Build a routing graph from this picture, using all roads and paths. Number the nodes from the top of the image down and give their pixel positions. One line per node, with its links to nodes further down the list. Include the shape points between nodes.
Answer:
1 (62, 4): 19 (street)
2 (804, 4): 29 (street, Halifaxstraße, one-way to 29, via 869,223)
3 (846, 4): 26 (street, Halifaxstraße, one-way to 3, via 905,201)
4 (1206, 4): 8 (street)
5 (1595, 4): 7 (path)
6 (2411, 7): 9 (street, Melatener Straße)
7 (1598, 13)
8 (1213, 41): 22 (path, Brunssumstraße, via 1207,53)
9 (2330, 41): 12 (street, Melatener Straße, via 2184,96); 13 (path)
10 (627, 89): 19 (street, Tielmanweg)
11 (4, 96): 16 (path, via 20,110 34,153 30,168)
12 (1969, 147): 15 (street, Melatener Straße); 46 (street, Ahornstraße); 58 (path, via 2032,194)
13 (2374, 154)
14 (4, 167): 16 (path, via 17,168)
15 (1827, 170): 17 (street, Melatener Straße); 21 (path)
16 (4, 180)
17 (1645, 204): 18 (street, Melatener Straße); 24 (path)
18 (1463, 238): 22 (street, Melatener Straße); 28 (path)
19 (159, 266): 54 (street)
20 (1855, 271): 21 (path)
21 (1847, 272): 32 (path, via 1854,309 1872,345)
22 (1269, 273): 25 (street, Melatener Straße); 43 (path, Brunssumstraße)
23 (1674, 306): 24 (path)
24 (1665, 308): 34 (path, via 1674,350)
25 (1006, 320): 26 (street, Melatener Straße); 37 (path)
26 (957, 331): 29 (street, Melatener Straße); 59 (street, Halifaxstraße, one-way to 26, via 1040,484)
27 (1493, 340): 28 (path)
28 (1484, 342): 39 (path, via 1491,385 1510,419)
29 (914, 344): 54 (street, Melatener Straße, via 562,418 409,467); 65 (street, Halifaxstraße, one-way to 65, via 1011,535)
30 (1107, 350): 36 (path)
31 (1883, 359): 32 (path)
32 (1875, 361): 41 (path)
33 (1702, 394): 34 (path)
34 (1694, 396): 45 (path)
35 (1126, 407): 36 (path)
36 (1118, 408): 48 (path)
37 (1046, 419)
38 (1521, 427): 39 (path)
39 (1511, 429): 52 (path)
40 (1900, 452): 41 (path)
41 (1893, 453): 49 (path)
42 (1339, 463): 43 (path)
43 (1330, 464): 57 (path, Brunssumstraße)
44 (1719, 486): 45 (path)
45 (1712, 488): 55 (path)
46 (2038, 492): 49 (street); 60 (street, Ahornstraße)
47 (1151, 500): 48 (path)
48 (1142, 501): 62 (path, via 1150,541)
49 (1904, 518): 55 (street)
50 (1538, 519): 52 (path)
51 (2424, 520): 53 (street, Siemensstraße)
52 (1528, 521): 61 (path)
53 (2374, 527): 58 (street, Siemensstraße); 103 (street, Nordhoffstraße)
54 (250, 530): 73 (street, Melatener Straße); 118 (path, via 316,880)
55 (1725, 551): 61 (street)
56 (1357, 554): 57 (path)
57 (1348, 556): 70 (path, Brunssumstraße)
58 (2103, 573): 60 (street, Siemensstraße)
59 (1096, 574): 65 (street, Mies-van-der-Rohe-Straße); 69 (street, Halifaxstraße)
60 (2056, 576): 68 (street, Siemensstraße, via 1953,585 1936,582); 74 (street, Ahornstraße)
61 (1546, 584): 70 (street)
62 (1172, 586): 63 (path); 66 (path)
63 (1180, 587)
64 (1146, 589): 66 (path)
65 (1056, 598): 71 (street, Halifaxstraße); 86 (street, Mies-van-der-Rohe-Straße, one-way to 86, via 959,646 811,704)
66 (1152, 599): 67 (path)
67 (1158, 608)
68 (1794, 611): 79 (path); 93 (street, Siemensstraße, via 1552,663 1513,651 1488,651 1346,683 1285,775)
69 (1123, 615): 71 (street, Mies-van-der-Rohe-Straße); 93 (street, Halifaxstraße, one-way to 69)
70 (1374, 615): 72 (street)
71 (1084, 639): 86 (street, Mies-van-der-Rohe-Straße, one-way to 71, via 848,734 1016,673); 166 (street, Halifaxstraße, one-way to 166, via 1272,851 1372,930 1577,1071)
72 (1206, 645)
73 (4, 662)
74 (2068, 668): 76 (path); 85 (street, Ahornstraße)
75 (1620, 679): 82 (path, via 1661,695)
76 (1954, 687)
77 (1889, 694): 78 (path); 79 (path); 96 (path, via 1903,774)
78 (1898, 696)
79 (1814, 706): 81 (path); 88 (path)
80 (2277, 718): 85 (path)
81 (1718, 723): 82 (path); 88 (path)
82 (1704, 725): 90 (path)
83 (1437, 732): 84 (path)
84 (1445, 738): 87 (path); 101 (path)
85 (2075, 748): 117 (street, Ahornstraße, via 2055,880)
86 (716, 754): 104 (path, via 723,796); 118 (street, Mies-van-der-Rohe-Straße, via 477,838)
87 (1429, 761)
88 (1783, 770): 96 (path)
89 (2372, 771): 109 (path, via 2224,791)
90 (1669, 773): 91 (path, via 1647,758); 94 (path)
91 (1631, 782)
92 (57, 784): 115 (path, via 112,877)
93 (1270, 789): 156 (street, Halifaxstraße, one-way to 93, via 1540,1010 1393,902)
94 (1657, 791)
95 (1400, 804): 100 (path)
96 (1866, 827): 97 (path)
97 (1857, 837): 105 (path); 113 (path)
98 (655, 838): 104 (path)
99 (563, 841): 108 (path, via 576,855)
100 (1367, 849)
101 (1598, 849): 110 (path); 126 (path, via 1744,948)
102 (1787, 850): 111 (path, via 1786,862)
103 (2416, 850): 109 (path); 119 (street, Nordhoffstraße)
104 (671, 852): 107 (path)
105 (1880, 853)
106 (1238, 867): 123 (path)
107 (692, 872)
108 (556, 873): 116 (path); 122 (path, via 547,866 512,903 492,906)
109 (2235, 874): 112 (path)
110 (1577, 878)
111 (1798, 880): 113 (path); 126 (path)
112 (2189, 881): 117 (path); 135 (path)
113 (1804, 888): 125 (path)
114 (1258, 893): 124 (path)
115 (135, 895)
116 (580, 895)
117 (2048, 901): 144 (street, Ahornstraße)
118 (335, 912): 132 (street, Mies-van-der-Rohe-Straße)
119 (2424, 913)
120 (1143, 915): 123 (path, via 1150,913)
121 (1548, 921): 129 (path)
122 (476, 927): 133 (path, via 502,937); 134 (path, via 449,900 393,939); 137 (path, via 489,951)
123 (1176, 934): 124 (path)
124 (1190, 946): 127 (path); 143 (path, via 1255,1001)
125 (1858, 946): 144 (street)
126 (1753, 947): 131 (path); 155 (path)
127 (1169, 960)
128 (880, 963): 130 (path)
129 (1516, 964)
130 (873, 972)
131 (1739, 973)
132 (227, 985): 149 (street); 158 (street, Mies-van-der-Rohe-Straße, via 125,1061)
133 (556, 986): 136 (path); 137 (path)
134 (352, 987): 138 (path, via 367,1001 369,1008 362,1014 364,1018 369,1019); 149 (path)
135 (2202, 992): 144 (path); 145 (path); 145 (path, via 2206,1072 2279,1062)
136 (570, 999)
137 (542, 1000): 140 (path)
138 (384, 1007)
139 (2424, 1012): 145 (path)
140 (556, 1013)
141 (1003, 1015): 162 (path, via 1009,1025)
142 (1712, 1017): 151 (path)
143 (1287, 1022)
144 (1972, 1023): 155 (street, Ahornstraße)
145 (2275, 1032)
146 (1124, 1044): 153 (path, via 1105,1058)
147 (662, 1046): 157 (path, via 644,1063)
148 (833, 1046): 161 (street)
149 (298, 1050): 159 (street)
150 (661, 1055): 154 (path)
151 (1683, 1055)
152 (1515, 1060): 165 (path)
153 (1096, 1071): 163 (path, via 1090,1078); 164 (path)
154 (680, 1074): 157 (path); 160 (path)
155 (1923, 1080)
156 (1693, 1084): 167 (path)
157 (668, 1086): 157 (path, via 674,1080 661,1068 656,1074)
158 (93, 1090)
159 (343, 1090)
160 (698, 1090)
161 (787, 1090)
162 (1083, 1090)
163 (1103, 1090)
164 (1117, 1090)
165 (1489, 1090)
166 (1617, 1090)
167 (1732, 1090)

_ _ _

**Aim of the task:** Copy out, from the listing above, every line that contains the word "Brunssumstraße".

**Exercise result:**
8 (1213, 41): 22 (path, Brunssumstraße, via 1207,53)
22 (1269, 273): 25 (street, Melatener Straße); 43 (path, Brunssumstraße)
43 (1330, 464): 57 (path, Brunssumstraße)
57 (1348, 556): 70 (path, Brunssumstraße)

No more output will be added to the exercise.